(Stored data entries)
————————

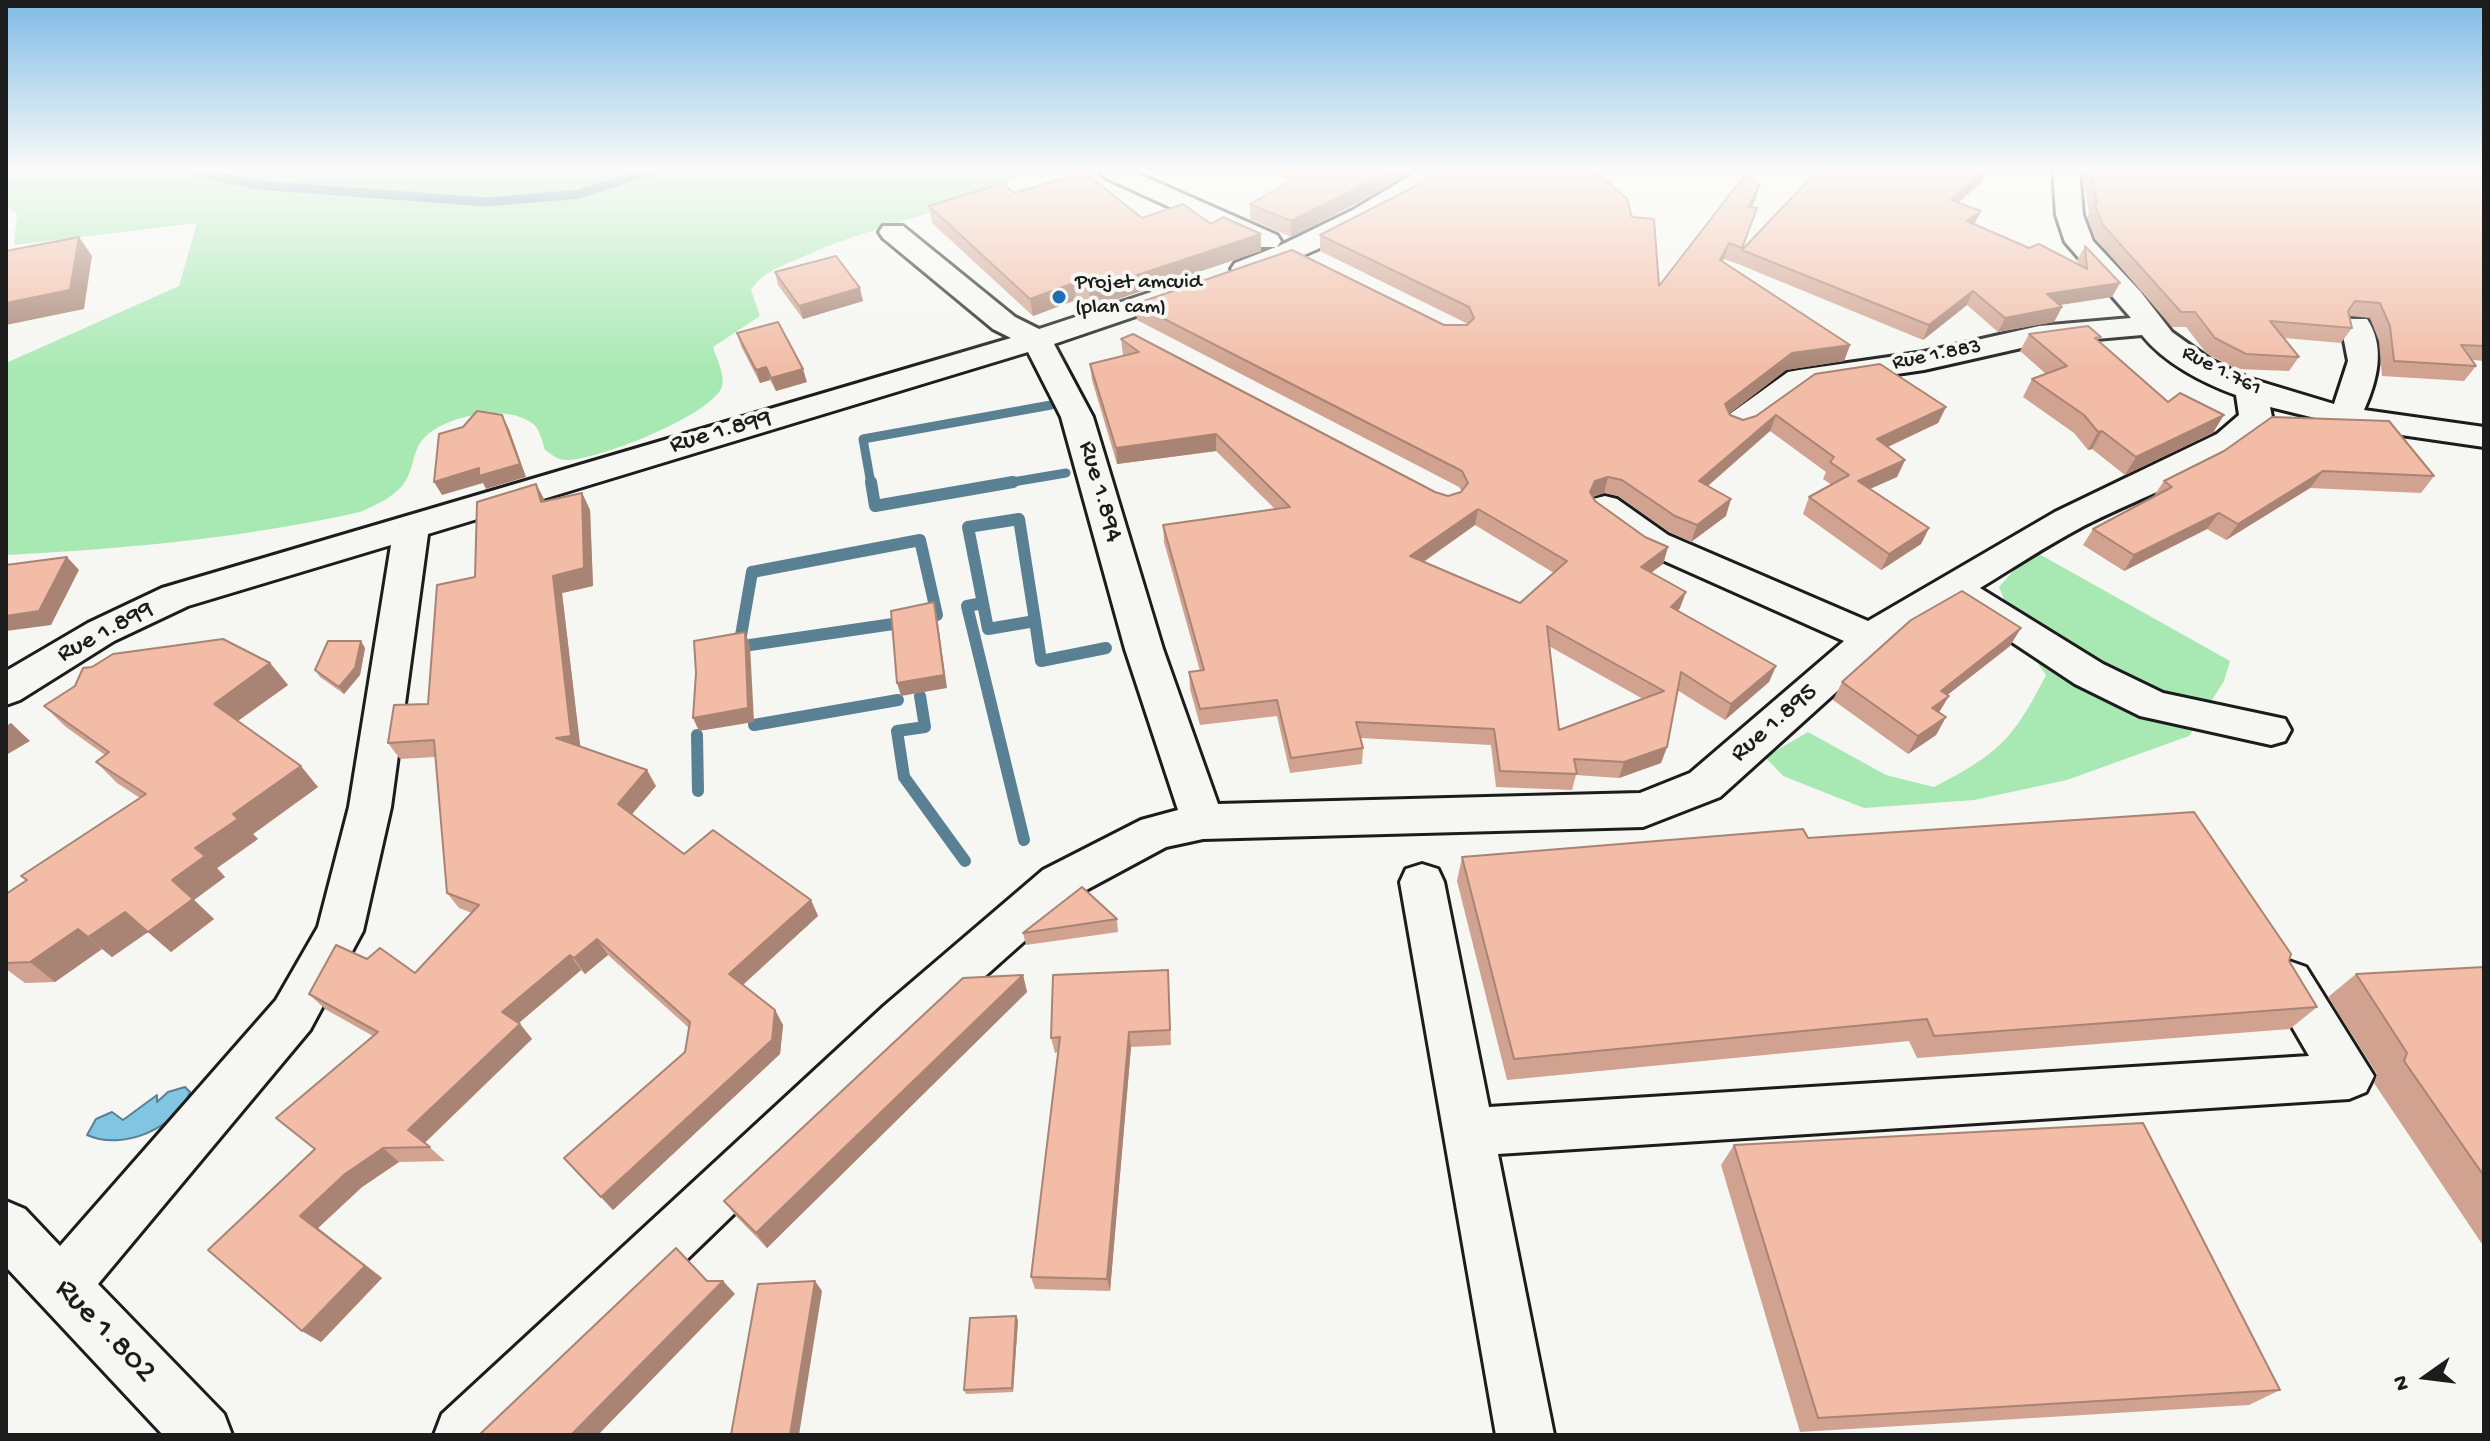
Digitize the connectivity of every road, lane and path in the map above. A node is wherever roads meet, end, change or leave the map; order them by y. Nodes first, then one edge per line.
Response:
1 (898, 236) edge
2 (1254, 236) edge
3 (1337, 236) edge
4 (2074, 236) edge
5 (1304, 258) junction
6 (1104, 319) junction
7 (2149, 325) junction
8 (2356, 325) edge
9 (1037, 340) junction
10 (1144, 341) edge
11 (2251, 392) junction
12 (2345, 415) junction
13 (1738, 423) edge
14 (2484, 437) edge
15 (1605, 507) edge
16 (411, 528) junction
17 (1954, 586) junction
18 (1872, 638) junction
19 (6, 690) edge
20 (2271, 730) dead end
21 (1203, 822) junction
22 (1422, 882) dead end
23 (2289, 982) edge
24 (1470, 1132) junction
25 (6, 1228) edge
26 (61, 1286) junction
27 (203, 1435) edge
28 (463, 1435) edge
29 (1525, 1435) edge

1 - 9 street
2 - 5 street
3 - 5 street, Rue 1.899
4 - 7 street, Rue 1.761
5 - 6 street, Rue 1.899
6 - 9 street, Rue 1.899
6 - 10 street
7 - 11 street, Rue 1.761
7 - 13 street, Rue 1.883
8 - 12 street
9 - 16 street, Rue 1.899
9 - 21 street, Rue 1.894
11 - 12 street, Rue 1.761
11 - 17 street, Rue 1.895
12 - 14 street, Rue 1.761
15 - 18 street
16 - 19 street, Rue 1.899
16 - 26 street
17 - 18 street, Rue 1.895
17 - 20 street
18 - 21 street, Rue 1.895
21 - 28 street, Rue 1.895
22 - 24 street
23 - 24 street
24 - 29 street
25 - 26 street, Rue 1.802
26 - 27 street, Rue 1.802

————————

Task directions:
Give the entries above again, exactly as written and free of images.

Result of this task:
Digitize the connectivity of every road, lane and path in the map above. A node is wherever roads meet, end, change or leave the map; order them by y. Nodes first, then one edge per line.
Response:
1 (898, 236) edge
2 (1254, 236) edge
3 (1337, 236) edge
4 (2074, 236) edge
5 (1304, 258) junction
6 (1104, 319) junction
7 (2149, 325) junction
8 (2356, 325) edge
9 (1037, 340) junction
10 (1144, 341) edge
11 (2251, 392) junction
12 (2345, 415) junction
13 (1738, 423) edge
14 (2484, 437) edge
15 (1605, 507) edge
16 (411, 528) junction
17 (1954, 586) junction
18 (1872, 638) junction
19 (6, 690) edge
20 (2271, 730) dead end
21 (1203, 822) junction
22 (1422, 882) dead end
23 (2289, 982) edge
24 (1470, 1132) junction
25 (6, 1228) edge
26 (61, 1286) junction
27 (203, 1435) edge
28 (463, 1435) edge
29 (1525, 1435) edge

1 - 9 street
2 - 5 street
3 - 5 street, Rue 1.899
4 - 7 street, Rue 1.761
5 - 6 street, Rue 1.899
6 - 9 street, Rue 1.899
6 - 10 street
7 - 11 street, Rue 1.761
7 - 13 street, Rue 1.883
8 - 12 street
9 - 16 street, Rue 1.899
9 - 21 street, Rue 1.894
11 - 12 street, Rue 1.761
11 - 17 street, Rue 1.895
12 - 14 street, Rue 1.761
15 - 18 street
16 - 19 street, Rue 1.899
16 - 26 street
17 - 18 street, Rue 1.895
17 - 20 street
18 - 21 street, Rue 1.895
21 - 28 street, Rue 1.895
22 - 24 street
23 - 24 street
24 - 29 street
25 - 26 street, Rue 1.802
26 - 27 street, Rue 1.802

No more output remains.